I have track from a friend with Microengineering ties that have been outside since 1994 and are still in good shape.

Dan


----------



## RobMW (Aug 7, 2011)

I print my own ABS tie plates and pin them to hardwood sleepers with HO track nails. Longevity yet to be determined.


----------



## Greg Elmassian (Jan 3, 2008)

Do you do anything to combat UV degradation?

Greg


----------



## RobMW (Aug 7, 2011)

Greg Elmassian said:


> Do you do anything to combat UV degradation?
> 
> Greg


Like I say. Longevity is yet to be determined. Winter is coming... downunder, so the extreme heat of next summer will be a ways off. I have been experimenting with printed switch machines in PLA, PETG and ABS. PLA lasted a month or two in the sun ... but cheaper for testing purposes.
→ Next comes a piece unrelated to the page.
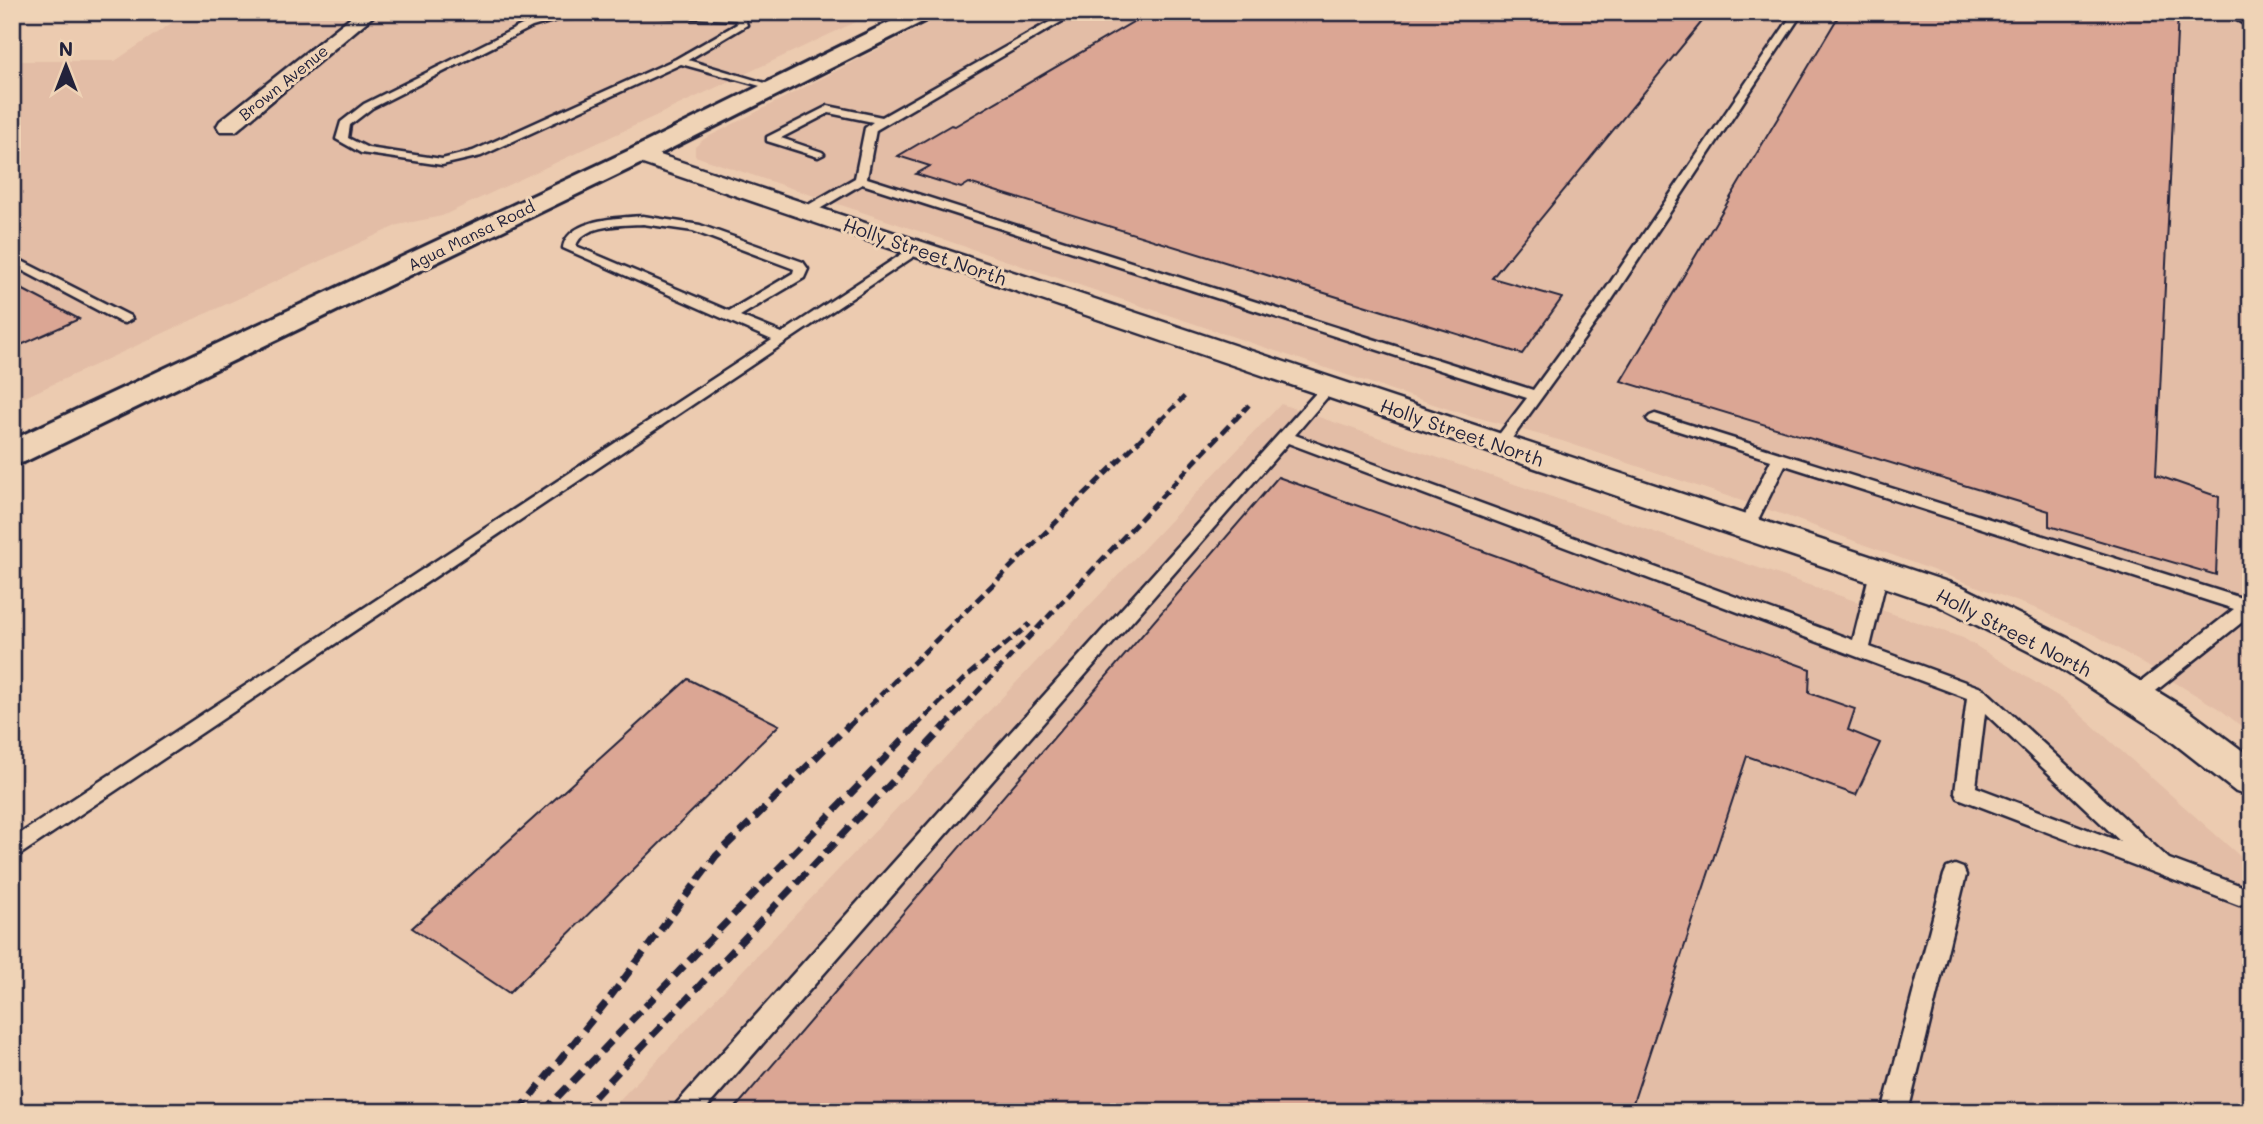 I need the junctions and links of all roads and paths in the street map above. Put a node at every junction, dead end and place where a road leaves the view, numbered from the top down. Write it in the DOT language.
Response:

The ABS and PETG "should" last longer and I have treated them with brown spray paint to blend them into the commercial ties. So time will tell. I have code 250 tie plates and switch machines on my Tinkercad site if anyone want to use them.


----------



## Greg Elmassian (Jan 3, 2008)

Painting them helps, just try to get all the areas exposed to UV.... it's tough to get the "spike heads" without getting paint on rails (if painted in situ), or to get the rail in after painting.

Why not buy some replacement tie strips? Surely for most track this is cheaper?

Greg


----------



## Nick Jr (Jan 2, 2008)

I am using the ties that came with the Aristo SS track. Been outside for 17 years. They get coated when the decking gets stained. First time in 2014 and again last year. The deck stain also gives the rail sides a nice rusty look, and wiping the top restores the shine. So far I can see no degeneration.


----------